## TASK PROMPT
Report the tally of lines in the material below that have the string "Beech", with no other output.

Segment Start: TASK INPUTS

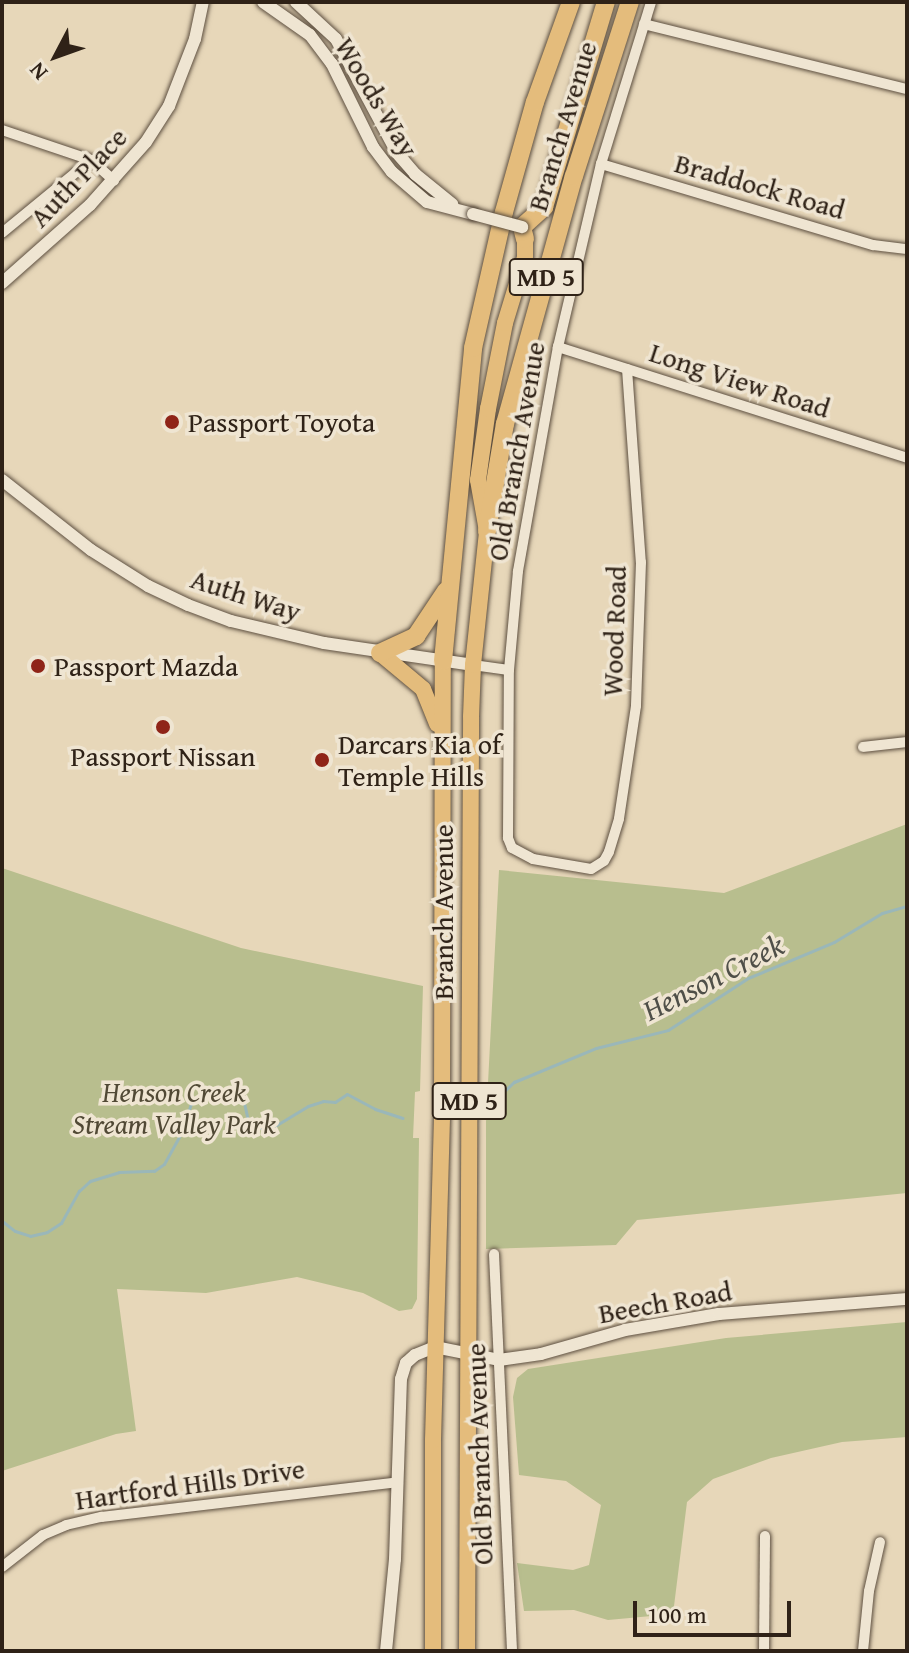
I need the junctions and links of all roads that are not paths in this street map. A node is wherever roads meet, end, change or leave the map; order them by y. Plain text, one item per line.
1 (203, 2) edge
2 (263, 2) edge
3 (296, 2) edge
4 (571, 2) edge
5 (606, 2) edge
6 (632, 2) edge
7 (651, 2) edge
8 (644, 24) junction
9 (907, 89) edge
10 (2, 130) edge
11 (91, 160) junction
12 (601, 164) junction
13 (114, 181) junction
14 (455, 206) junction
15 (2, 233) edge
16 (524, 233) junction
17 (907, 249) edge
18 (4, 277) edge
19 (558, 347) junction
20 (627, 369) junction
21 (907, 458) edge
22 (2, 480) edge
23 (487, 531) junction
24 (449, 585) junction
25 (380, 653) junction
26 (443, 661) junction
27 (473, 665) junction
28 (509, 670) junction
29 (907, 742) edge
30 (442, 743) junction
31 (863, 747) dead end
32 (533, 859) joint
33 (494, 1254) dead end
34 (907, 1299) edge
35 (435, 1347) junction
36 (468, 1355) junction
37 (499, 1360) junction
38 (398, 1482) junction
39 (765, 1536) dead end
40 (880, 1542) dead end
41 (2, 1567) edge
42 (386, 1651) edge
43 (433, 1651) edge
44 (467, 1651) edge
45 (512, 1651) edge
46 (764, 1651) edge
47 (863, 1651) edge

1 - 13 street, Auth Place
2 - 14 street, Woods Way
3 - 14 street, Woods Way
4 - 24 highway, Branch Avenue / MD 5
5 - 16 highway
6 - 23 highway, Branch Avenue / MD 5
7 - 8 street, Old Branch Avenue
8 - 9 street
8 - 12 street, Old Branch Avenue
10 - 11 street
11 - 13 street
11 - 15 street
12 - 17 street, Braddock Road
12 - 19 street, Old Branch Avenue
13 - 18 street, Auth Place
14 - 16 street, Woods Way, bridge
16 - 23 highway
19 - 20 street, Long View Road
19 - 28 street, Old Branch Avenue
20 - 21 street, Long View Road
20 - 32 street, Wood Road
22 - 25 street, Auth Way
23 - 27 highway, Branch Avenue / MD 5
24 - 25 highway
24 - 26 highway, Branch Avenue / MD 5
25 - 26 street, Auth Way
25 - 30 highway
26 - 27 street, Auth Way
26 - 30 highway, Branch Avenue / MD 5
27 - 28 street, Auth Way
27 - 36 highway, Branch Avenue / MD 5
28 - 32 street, Old Branch Avenue
29 - 31 street
30 - 35 highway, Branch Avenue / MD 5
33 - 37 street, Old Branch Avenue
34 - 37 street, Beech Road
35 - 36 street, Beech Road
35 - 38 street, Old Branch Avenue
35 - 43 highway, Branch Avenue / MD 5
36 - 37 street, Beech Road
36 - 44 highway, Branch Avenue / MD 5
37 - 45 street, Old Branch Avenue
38 - 41 street, Hartford Hills Drive
38 - 42 street, Old Branch Avenue
39 - 46 street
40 - 47 street

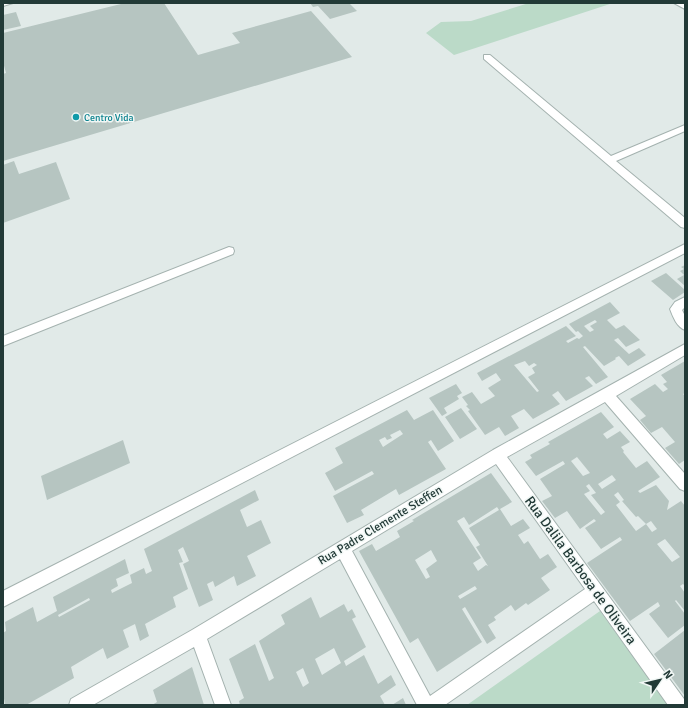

Segment End: TASK INPUTS

## ANSWER SECTION
3